Thorne, a regular rider on the Van's Warped Tour - a traveling alternative rock and rap concert - the past 10 years, says the link between music and action sports is essential: "It's always been there. That's one of the appealing factors to kids."
Of course, without network TV exposure, the genre would have remained in the shadows.
"ESPN and the X Games definitely helped bring attention to our sports that was long overdue," Hawk says.
Another breakthrough occurred in February when NBC Sports and the USA Network signed on to televise 32 hours of the 2005 Dew Action Sports Tour, the first season-long pro competition in action sports.
"We certainly believe things will continue in an upward trend," says Dew tour general manager Wade Martin. "The more exposure it gets, the more parks are built and the more kids are introduced to it.

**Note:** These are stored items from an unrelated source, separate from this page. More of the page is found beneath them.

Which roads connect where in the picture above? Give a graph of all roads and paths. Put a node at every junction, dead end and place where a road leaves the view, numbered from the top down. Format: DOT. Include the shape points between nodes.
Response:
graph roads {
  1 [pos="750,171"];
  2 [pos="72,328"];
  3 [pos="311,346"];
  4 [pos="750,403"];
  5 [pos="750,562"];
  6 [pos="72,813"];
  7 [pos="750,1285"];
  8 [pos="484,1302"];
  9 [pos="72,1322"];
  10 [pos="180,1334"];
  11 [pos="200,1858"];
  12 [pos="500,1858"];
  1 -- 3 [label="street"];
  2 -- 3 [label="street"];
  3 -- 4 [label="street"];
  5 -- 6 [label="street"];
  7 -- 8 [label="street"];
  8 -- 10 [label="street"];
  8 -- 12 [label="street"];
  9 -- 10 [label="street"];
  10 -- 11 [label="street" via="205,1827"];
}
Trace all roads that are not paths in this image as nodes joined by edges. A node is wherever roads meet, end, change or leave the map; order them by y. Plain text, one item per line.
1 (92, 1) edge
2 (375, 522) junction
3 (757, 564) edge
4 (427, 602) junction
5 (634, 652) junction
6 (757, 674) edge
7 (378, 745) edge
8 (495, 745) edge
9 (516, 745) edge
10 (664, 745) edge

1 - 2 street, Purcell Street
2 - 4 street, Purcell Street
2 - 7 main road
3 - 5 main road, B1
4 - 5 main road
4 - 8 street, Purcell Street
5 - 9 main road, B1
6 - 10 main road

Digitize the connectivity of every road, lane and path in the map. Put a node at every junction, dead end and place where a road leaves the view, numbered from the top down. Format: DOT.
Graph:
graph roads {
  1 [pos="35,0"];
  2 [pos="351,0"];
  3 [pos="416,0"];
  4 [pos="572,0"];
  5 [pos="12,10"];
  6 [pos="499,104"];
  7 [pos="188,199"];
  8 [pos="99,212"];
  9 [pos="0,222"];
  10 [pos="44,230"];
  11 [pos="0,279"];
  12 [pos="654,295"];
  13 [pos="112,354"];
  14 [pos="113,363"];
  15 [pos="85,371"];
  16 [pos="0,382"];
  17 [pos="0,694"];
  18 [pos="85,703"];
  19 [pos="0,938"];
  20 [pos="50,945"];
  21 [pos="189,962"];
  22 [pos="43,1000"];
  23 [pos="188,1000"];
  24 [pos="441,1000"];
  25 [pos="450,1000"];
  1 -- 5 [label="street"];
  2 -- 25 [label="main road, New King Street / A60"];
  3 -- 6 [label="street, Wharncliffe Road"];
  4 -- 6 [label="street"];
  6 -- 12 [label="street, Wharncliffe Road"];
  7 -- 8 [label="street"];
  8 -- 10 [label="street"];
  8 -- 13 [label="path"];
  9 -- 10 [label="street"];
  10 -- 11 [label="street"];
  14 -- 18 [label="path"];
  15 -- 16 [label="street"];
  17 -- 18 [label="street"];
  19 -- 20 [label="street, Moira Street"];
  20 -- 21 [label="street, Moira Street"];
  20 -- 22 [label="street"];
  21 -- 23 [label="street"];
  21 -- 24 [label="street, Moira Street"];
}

And to have a network dedicate 32 hours of programing and have corporate America so accepting of these sports is a good sign of potential growth."
Circe Wallace-Hetzel, an action sports pro athlete manager, echoes the sentiment.
"There's growth in the foreign markets and consistent growth in the American market," says Wallace-Hetzel. "Now we have consistent TV programing, which will allow stars to be built and for fans to identify even more with the athletes. That's what we needed to take it to the next level."
Flying higher than a famous Hawk ever imagined.
THE X GAMES
WHEN: Continuing through Sunday. Tuesday, Cory and Shea Lopez of Indian Rocks Beach helped the East Coast Team win an unprecedented third gold medal over the West Coast Team in Puerto Escondido, Mexico.